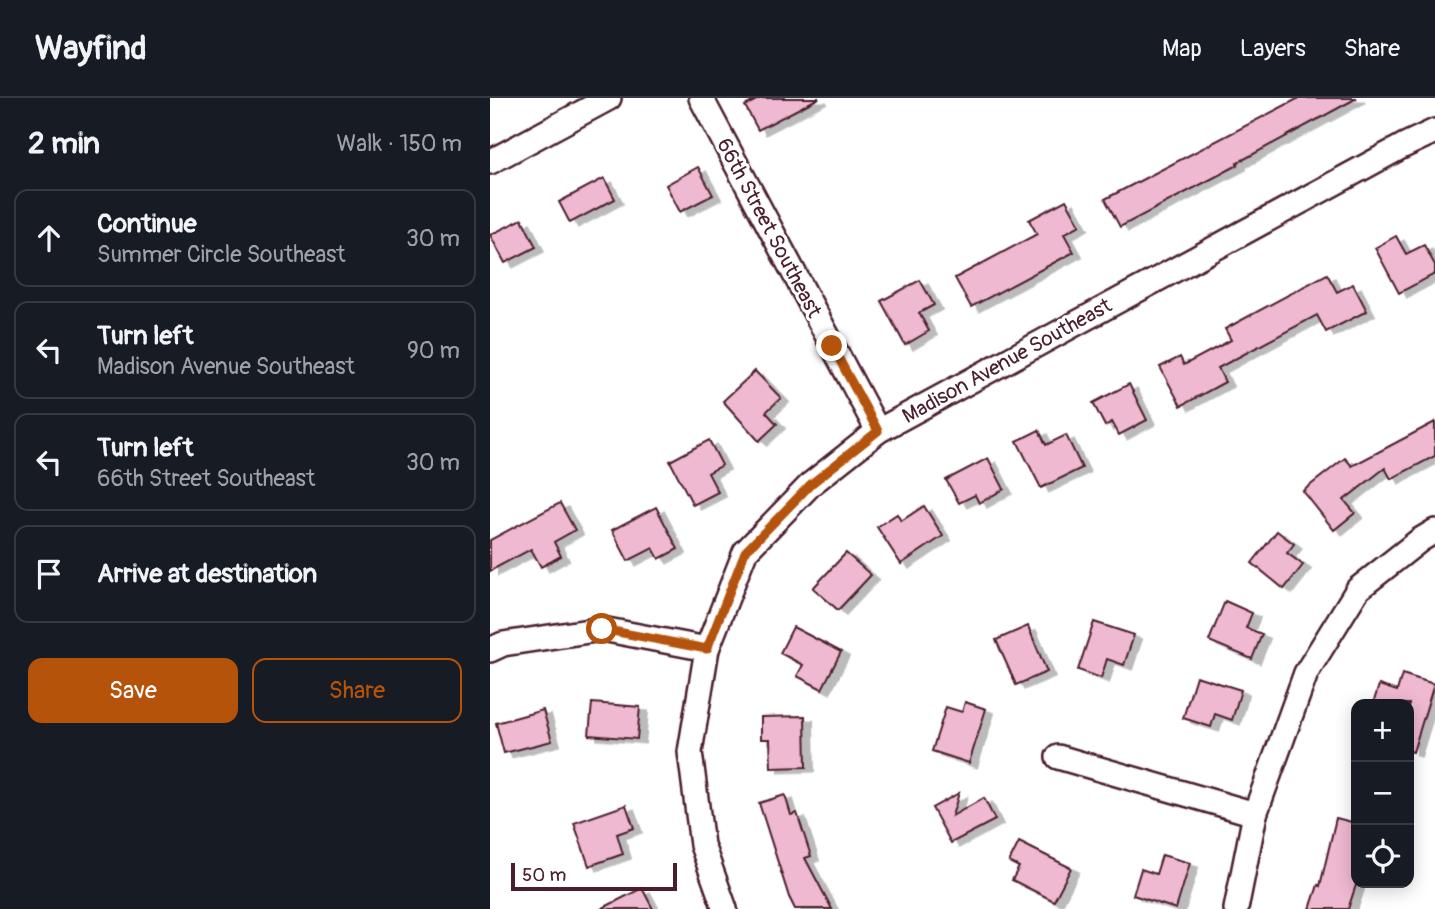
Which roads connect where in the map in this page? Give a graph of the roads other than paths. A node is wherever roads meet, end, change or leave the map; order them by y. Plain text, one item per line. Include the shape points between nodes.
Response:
1 (610, 98) edge
2 (701, 98) edge
3 (1435, 131) edge
4 (490, 162) edge
5 (878, 431) junction
6 (1435, 531) edge
7 (707, 649) junction
8 (490, 650) edge
9 (1058, 757) dead end
10 (1255, 814) junction
11 (725, 909) edge
12 (1236, 909) edge

1 - 4 street
2 - 5 street, 66th Street Southeast
3 - 5 street, Madison Avenue Southeast
5 - 7 street, Madison Avenue Southeast via 811,484 745,552
6 - 10 street via 1358,589 1306,673
7 - 8 street via 602,629 503,644
7 - 11 street, Madison Avenue Southeast via 690,752 702,845
9 - 10 street
10 - 12 street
────────────────────────────────────────
# What needs to be done
Exclude the pictures and repeat the entries word for word.

# Solution to the exercise
Which roads connect where in the map in this page? Give a graph of the roads other than paths. A node is wherever roads meet, end, change or leave the map; order them by y. Plain text, one item per line. Include the shape points between nodes.
Response:
1 (610, 98) edge
2 (701, 98) edge
3 (1435, 131) edge
4 (490, 162) edge
5 (878, 431) junction
6 (1435, 531) edge
7 (707, 649) junction
8 (490, 650) edge
9 (1058, 757) dead end
10 (1255, 814) junction
11 (725, 909) edge
12 (1236, 909) edge

1 - 4 street
2 - 5 street, 66th Street Southeast
3 - 5 street, Madison Avenue Southeast
5 - 7 street, Madison Avenue Southeast via 811,484 745,552
6 - 10 street via 1358,589 1306,673
7 - 8 street via 602,629 503,644
7 - 11 street, Madison Avenue Southeast via 690,752 702,845
9 - 10 street
10 - 12 street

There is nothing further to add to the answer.